Prologue
Le stagiaire en bibliothèque jeta un coup d'œil à la lycéenne qui flânait encore dans les rayonnages, haussa un sourcil et esquissa un sourire.
« Elinor, il faudrait que tu partes, lui dit-il en enfilant son manteau. Il est déjà dix-neuf heures trente et j'ai dépassé mes horaires d'une demi-heure.
— Je suis vraiment désolée, répondit l'adolescente. Je viendrai plus tôt la prochaine fois.
— Oh, ça ne me gêne pas personnellement, bien au contraire. Seulement, si les bibliothécaires débarquent pour faire l'état des lieux, je risque d'être pris sur le fait. Pas le droit de faire des heures sup'.
— Elles n'étaient pas là, aujourd'hui ?
— Non, elles sont parties très tôt ce matin pour assister à une conférence. Elles m'ont laissé à moi-même pendant huit heures ! Mais je me suis débrouillé. Après tout, ça fait déjà une bonne semaine que je m'entraîne, et ce n'était pas trop mal, pour une dernière journée ! »
Elinor le regarda un moment, étonnée.
« Vous partez déjà ? demanda-t-elle.
— Alors comme ça, tu appréciais vraiment ma compagnie ? rit-il. Ça fait plaisir. En général, les gens pensent que je ne suis qu'un pauvre type et que j'ai raté mes études. Ce n'est pas complètement faux, mais je travaillais bien autrefois. Il a fallu que la vie m'arrache à ce que j'aimais... »
Elinor baissa la tête, se questionnant sur la nature de l'incident, mais elle n'osa pas lui demander. Il devait avoir vingt ans de plus qu'elle, ou même trente, et elle ne connaissait même pas son nom.
Elle l'avait trouvé très étrange la première fois qu'elle l'avait vu. Il lui avait semblé vieux pour être stagiaire, mais elle n'avait pas voulu lui poser de questions, craignant de le vexer. Au fil des jours, elle avait appris à le connaître et lui parler, et l'avait trouvé de plus en plus élégant. Il était vrai qu'il se vêtait avec goût et se coiffait soigneusement, mais son visage, bien qu'extrêmement lumineux et délicat, n'avait rien d'extraordinaire. Elinor avait cherché à prouver le contraire à sa famille, le qualifiant « d'adorable » et « d'angélique ». Sa petite sœur ne lui avait rien trouvé d'admirable.
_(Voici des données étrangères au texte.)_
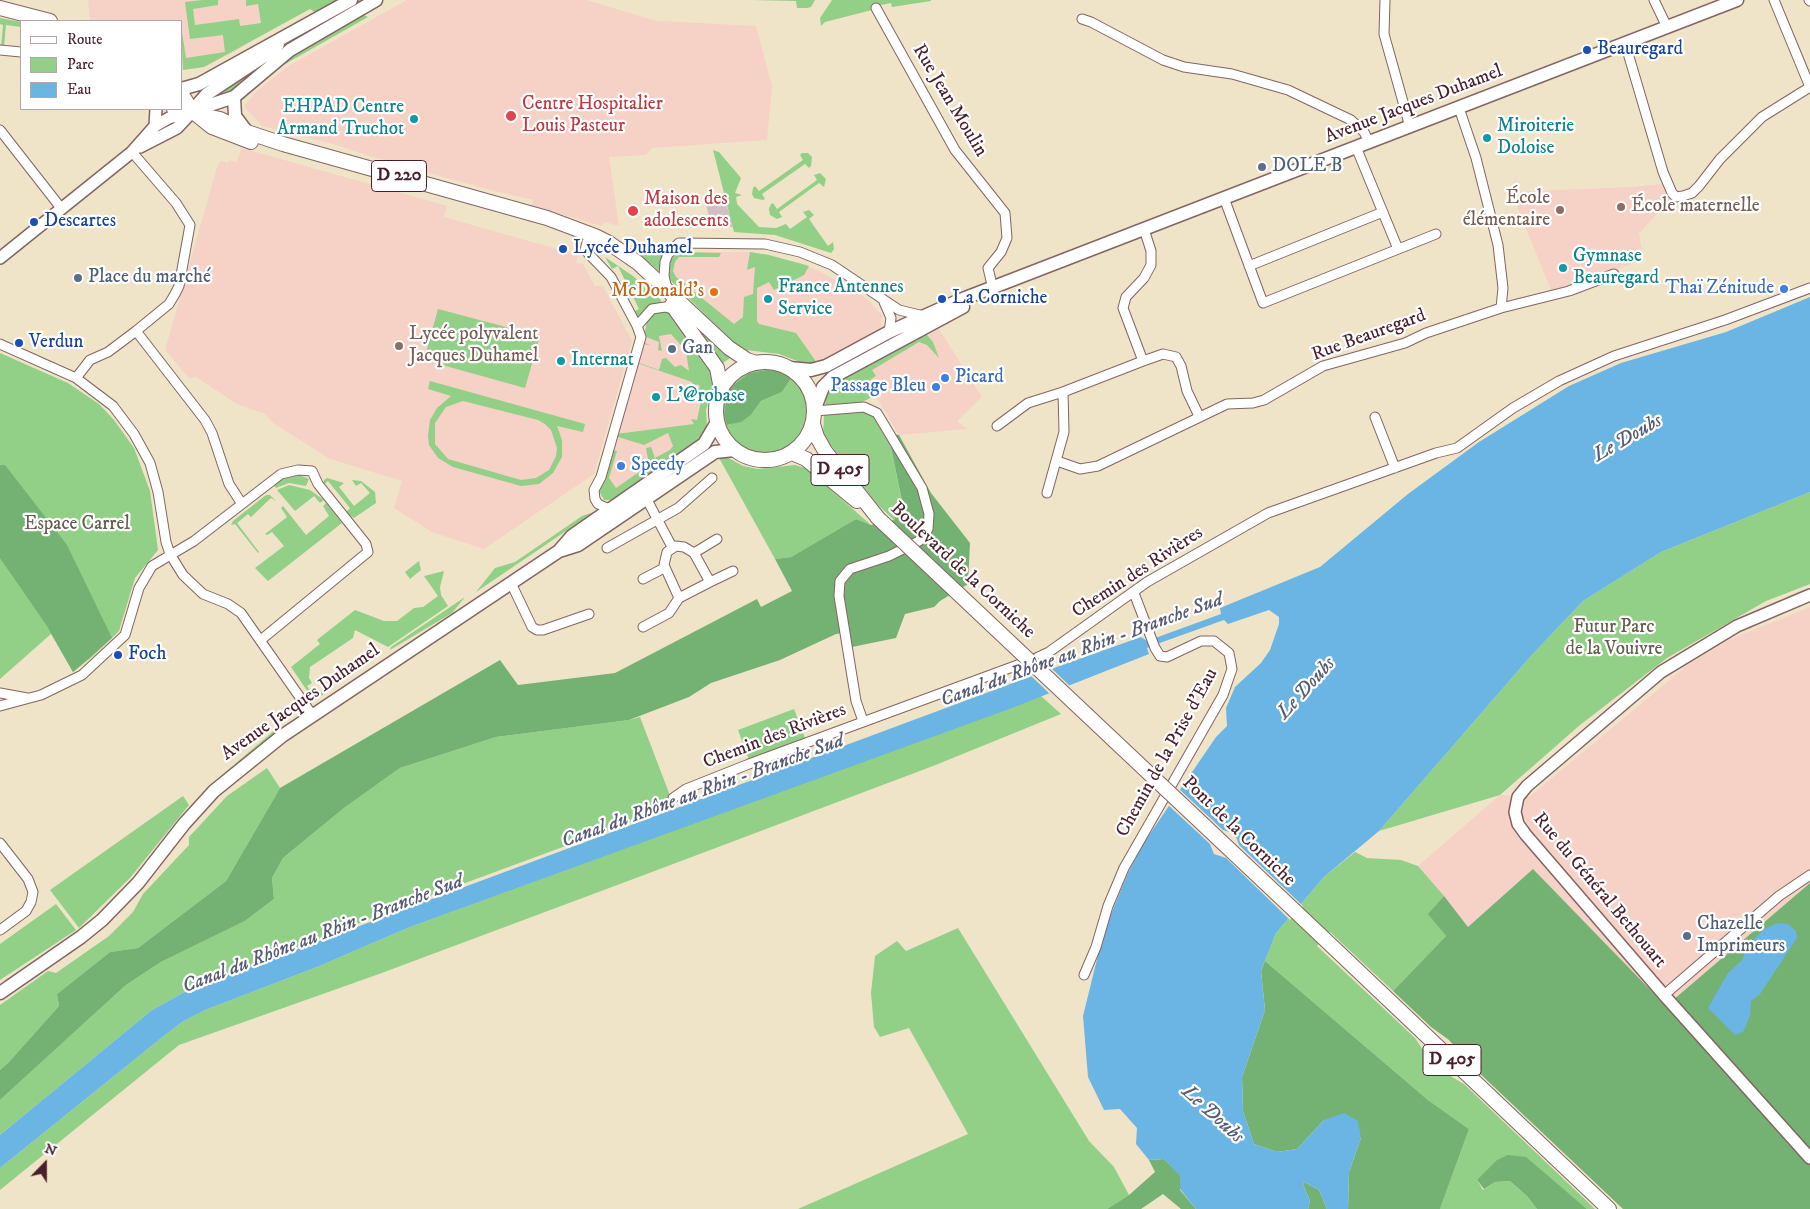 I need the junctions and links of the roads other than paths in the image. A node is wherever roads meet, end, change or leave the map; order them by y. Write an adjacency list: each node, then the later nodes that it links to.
1 (351, 0): 12 (main road)
2 (376, 0): 19 (main road)
3 (1385, 0): 24 (street)
4 (1654, 0): 11 (street)
5 (1737, 0): 11 (main road, Avenue Jacques Duhamel)
6 (1774, 0): 16 (street)
7 (0, 8): 10 (main road)
8 (876, 8): 40 (street, Rue Jean Moulin)
9 (1082, 19): 27 (street)
10 (47, 20)
11 (1667, 27): 13 (main road, Avenue Jacques Duhamel)
12 (281, 40): 17 (main road); 20 (main road)
13 (1625, 43): 16 (street); 21 (main road, Avenue Jacques Duhamel)
14 (0, 50): 15 (street)
15 (20, 52)
16 (1810, 87)
17 (182, 89)
18 (182, 96): 20 (main road)
19 (234, 97): 20 (main road); 26 (main road)
20 (187, 108): 23 (street); 26 (main road, D 220); 29 (street); 35 (main road, D 220)
21 (1459, 108): 24 (main road, Avenue Jacques Duhamel); 44 (street)
22 (156, 110): 23 (street)
23 (155, 126): 29 (street)
24 (1410, 127): 27 (main road, Avenue Jacques Duhamel)
25 (0, 130): 31 (street)
26 (247, 132): 42 (main road, D 220)
27 (1369, 142): 28 (main road, Avenue Jacques Duhamel)
28 (1356, 147): 30 (main road, Avenue Jacques Duhamel); 32 (street)
29 (132, 152): 31 (street); 48 (street)
30 (1224, 198): 33 (main road, Avenue Jacques Duhamel); 38 (street)
31 (61, 208): 37 (street)
32 (1383, 212): 36 (street); 38 (street)
33 (1144, 229): 40 (main road, Avenue Jacques Duhamel); 51 (street)
34 (1436, 234): 36 (street)
35 (587, 242): 45 (main road, D 220); 47 (street)
36 (1398, 250): 38 (street)
37 (0, 258)
38 (1248, 266)
39 (1614, 274): 44 (street, Rue Beauregard)
40 (993, 288): 46 (main road, Avenue Jacques Duhamel)
41 (1810, 288): 65 (street, Chemin des Rivières)
42 (667, 289): 43 (street); 52 (main road, D 220)
43 (884, 301): 46 (street); 49 (street)
44 (1501, 308): 58 (street, Rue Beauregard)
45 (676, 310): 47 (street); 55 (main road, D 220)
46 (926, 320): 49 (main road, Avenue Jacques Duhamel); 57 (main road, Avenue Jacques Duhamel)
47 (637, 326): 70 (street)
48 (136, 331): 54 (street); 69 (street)
49 (889, 332): 53 (main road, Avenue Jacques Duhamel)
50 (0, 344): 54 (street)
51 (1144, 361): 56 (street); 58 (street)
52 (756, 363): 53 (main road); 55 (main road)
53 (789, 368): 57 (main road)
54 (76, 378): 78 (street)
55 (721, 389): 60 (main road)
56 (1063, 392): 61 (street); 64 (street)
57 (814, 414): 63 (main road); 71 (main road, Boulevard de la Corniche / D 405); 94 (street)
58 (1199, 416): 64 (street, Rue Beauregard)
59 (1375, 417): 65 (street)
60 (717, 422): 62 (main road); 67 (main road, Avenue Jacques Duhamel)
61 (997, 426)
62 (734, 450): 63 (main road); 67 (main road, Avenue Jacques Duhamel)
63 (792, 453): 71 (main road, Boulevard de la Corniche / D 405)
64 (1057, 461): 68 (street)
65 (1395, 468): 84 (street, Chemin des Rivières)
66 (712, 478): 72 (street)
67 (644, 493): 70 (main road, Avenue Jacques Duhamel); 72 (street); 76 (main road, Avenue Jacques Duhamel)
68 (1047, 493)
69 (242, 504): 78 (street); 89 (street)
70 (615, 506): 76 (main road, Avenue Jacques Duhamel)
71 (875, 515): 95 (main road, Boulevard de la Corniche, bridge)
72 (658, 519): 74 (street); 75 (street)
73 (717, 539): 77 (street)
74 (672, 547): 77 (street); 79 (street)
75 (608, 548)
76 (560, 551): 83 (main road, Avenue Jacques Duhamel)
77 (694, 553): 82 (street)
78 (170, 554): 89 (street); 91 (street)
79 (664, 568): 81 (street); 86 (street)
80 (732, 571): 82 (street)
81 (642, 579)
82 (710, 582): 86 (street)
83 (511, 583): 87 (street); 93 (main road, Avenue Jacques Duhamel)
84 (1134, 593): 94 (street, Chemin des Rivières); 100 (street, Chemin de la Prise d'Eau)
85 (1810, 595): 102 (street, Rue du Général Bethouart)
86 (679, 598): 88 (street)
87 (589, 614)
88 (643, 626)
89 (262, 639): 93 (street)
90 (0, 693): 91 (street)
91 (30, 698): 92 (street)
92 (0, 706)
93 (313, 716): 101 (main road, Avenue Jacques Duhamel)
94 (863, 721): 96 (street, Chemin des Rivières)
95 (1156, 780): 104 (main road, Pont de la Corniche / D 405, bridge)
96 (673, 798)
97 (0, 843): 99 (street)
98 (1810, 875): 102 (street)
99 (0, 930)
100 (1084, 975)
101 (0, 993)
102 (1664, 995): 103 (street, Rue du Général Bethouart)
103 (1810, 1158)
104 (1609, 1209)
Cette dernière, à l'aube de ses trois ans, l'avait d'ailleurs traité de « vieux monsieur », et devant lui (ce qui lui avait valu une réprimande par sa mère). Mais qu'importe, se disait Elinor. C'est un stagiaire en bibliothèque. Dans un mois, je ne me souviendrai plus de lui. Et Mila a raison, il n'est pas tout jeune.
Après avoir coupé le téléphone, éteint l'électricité et refermé le cahier d'emprunts, le stagiaire se saisit de son parapluie et ouvrit la grande porte en verre de la bibliothèque. Elinor en sortit la première, murmurant un merci, et il lui sembla recevoir quelques gouttes de pluie sur le crâne. Immédiatement, elle couvrit de son foulard ses longs cheveux noirs et referma sa parka d'hiver en fronçant du nez. Elle n'avait jamais aimé la pluie - c'était de famille - et n'était malheureusement pas née sur les bonnes terres. Son Angleterre ployait souvent sous les averses, hiver comme été.
Le stagiaire vint à elle et partagea son parapluie avec elle quelques instants.
Il y eut un très long silence, et on n'entendait plus que l'eau ruisseler dans la gouttière de la bibliothèque.
« Je vais rentrer, décida Elinor en se tournant vers le stagiaire. Ma mère m'attend sûrement à la maison, je ne voudrais pas qu'elle s'inquiète.
— Libre comme l'air, à ce que je vois ! Ne prends pas froid, la prévint-il.
— Au revoir !
— Eh, Elinor... »
Elle se retourna.
« Accroche-toi à tes études.
— Ne vous inquiétez pas pour ça. »
Elle disparut sur le chemin cahoteux et poussa le portail du parc, laissant derrière elle sa bonne humeur et le seul semblant d'ami mature qu'elle eût jamais vraiment eu.
En refermant la grille, elle entra dans une nouvelle période de vie, et celle-ci s'annonçait encore plus difficile que la précédente.